# Your assignment
Look through the entries below and count the lines with "ВУЛИЦЯ" in them; the reply is the number alone.
*** Begin section ***
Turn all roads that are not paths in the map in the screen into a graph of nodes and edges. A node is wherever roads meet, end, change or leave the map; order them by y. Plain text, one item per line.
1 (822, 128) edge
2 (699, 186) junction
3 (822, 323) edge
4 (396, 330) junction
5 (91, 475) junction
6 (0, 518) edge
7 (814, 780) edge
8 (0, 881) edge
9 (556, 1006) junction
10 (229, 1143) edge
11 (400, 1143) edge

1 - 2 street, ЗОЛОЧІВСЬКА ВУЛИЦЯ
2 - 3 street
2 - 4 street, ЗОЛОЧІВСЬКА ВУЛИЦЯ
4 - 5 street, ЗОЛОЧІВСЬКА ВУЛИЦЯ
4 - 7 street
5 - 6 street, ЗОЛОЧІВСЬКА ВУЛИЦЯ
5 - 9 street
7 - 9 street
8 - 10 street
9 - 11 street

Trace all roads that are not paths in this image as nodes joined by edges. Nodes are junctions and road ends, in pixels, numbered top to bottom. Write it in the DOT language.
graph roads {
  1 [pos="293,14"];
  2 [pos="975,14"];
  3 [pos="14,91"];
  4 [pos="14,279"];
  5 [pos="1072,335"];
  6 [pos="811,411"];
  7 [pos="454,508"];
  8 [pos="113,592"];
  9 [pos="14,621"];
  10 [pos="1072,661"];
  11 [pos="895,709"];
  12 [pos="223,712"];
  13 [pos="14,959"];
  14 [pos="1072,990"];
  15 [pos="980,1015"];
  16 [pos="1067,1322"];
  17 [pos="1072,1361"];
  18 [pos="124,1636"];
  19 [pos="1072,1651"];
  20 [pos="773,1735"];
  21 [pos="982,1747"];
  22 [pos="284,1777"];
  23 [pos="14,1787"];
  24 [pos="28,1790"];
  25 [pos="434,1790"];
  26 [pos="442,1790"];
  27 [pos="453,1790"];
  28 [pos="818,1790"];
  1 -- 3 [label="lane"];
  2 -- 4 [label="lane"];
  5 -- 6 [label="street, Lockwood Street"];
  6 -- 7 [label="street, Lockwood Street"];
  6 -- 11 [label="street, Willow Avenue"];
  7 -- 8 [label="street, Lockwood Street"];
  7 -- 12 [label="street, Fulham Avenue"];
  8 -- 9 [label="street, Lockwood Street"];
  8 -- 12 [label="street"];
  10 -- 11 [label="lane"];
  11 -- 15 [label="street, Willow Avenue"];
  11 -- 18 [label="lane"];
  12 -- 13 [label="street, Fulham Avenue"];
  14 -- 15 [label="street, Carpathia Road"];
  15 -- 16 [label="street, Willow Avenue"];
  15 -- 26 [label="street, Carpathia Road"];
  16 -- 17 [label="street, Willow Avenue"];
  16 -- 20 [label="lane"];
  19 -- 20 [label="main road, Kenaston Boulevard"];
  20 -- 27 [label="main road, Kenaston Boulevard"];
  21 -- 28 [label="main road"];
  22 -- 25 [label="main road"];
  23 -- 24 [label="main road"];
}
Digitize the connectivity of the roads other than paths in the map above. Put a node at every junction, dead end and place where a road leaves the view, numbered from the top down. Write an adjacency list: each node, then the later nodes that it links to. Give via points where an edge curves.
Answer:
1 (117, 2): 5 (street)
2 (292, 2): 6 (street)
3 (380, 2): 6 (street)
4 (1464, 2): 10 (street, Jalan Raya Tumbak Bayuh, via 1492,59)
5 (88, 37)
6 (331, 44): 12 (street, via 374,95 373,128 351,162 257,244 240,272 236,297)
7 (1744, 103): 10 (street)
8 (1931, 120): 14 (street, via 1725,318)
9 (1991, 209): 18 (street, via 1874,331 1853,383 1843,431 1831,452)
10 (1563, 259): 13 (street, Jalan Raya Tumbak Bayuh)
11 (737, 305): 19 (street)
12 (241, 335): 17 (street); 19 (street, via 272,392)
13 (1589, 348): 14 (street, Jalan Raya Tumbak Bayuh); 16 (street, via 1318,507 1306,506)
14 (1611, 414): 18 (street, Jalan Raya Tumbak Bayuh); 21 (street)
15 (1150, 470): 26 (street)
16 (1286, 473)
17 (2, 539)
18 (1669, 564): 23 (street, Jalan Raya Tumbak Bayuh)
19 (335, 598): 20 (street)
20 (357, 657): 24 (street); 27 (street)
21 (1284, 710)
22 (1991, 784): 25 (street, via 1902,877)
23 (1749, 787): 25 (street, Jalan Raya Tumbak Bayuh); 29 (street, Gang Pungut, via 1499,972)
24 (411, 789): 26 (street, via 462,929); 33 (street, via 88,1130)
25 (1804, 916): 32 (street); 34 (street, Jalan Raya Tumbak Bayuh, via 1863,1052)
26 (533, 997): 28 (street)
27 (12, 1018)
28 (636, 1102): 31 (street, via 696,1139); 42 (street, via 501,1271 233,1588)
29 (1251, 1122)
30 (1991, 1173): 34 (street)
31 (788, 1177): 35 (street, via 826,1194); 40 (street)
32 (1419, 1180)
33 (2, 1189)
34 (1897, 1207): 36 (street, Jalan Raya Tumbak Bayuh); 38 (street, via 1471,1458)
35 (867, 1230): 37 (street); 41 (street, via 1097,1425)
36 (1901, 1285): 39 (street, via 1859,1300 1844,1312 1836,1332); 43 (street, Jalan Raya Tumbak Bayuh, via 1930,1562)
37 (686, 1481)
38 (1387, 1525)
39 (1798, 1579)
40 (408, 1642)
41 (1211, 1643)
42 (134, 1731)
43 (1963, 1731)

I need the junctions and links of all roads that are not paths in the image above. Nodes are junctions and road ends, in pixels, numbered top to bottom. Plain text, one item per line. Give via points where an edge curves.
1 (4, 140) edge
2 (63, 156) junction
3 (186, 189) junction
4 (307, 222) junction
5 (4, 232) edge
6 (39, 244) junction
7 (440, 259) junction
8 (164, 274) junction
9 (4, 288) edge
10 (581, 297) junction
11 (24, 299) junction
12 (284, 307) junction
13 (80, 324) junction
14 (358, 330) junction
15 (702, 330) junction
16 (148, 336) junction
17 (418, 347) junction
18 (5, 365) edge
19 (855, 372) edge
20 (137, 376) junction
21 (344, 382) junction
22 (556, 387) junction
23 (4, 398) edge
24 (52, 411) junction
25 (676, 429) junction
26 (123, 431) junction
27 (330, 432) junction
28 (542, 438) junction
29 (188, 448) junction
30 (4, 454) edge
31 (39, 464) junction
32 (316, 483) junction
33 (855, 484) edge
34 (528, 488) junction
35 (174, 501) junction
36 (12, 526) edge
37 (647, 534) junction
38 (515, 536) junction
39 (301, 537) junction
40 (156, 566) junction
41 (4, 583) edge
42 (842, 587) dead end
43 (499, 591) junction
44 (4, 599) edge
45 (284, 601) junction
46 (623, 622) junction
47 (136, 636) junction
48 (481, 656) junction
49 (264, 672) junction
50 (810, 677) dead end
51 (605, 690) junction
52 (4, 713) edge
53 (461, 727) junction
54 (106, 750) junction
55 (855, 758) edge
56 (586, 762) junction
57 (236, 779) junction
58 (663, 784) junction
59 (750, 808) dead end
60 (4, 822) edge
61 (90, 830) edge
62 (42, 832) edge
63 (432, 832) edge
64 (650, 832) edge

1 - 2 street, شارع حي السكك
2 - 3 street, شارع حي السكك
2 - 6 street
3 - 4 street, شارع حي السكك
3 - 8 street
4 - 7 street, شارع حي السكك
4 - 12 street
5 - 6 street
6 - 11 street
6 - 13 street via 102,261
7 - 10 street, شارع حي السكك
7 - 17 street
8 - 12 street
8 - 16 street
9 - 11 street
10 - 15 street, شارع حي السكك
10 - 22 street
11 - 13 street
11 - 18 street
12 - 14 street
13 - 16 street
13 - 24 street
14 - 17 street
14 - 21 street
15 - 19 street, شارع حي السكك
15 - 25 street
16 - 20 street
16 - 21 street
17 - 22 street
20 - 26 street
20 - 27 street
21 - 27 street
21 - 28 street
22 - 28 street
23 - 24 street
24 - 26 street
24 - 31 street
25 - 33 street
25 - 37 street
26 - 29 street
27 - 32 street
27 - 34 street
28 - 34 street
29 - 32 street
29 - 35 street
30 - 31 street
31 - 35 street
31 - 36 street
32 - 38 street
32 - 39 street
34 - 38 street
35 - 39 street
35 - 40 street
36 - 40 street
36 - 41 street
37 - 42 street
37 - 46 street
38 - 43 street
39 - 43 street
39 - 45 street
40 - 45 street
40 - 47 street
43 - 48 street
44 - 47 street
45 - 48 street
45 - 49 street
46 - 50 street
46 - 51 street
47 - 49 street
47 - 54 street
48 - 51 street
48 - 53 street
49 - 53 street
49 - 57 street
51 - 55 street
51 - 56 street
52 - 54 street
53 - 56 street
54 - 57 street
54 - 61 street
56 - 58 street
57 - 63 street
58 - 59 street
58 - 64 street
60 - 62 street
*** End section ***
# The answer
4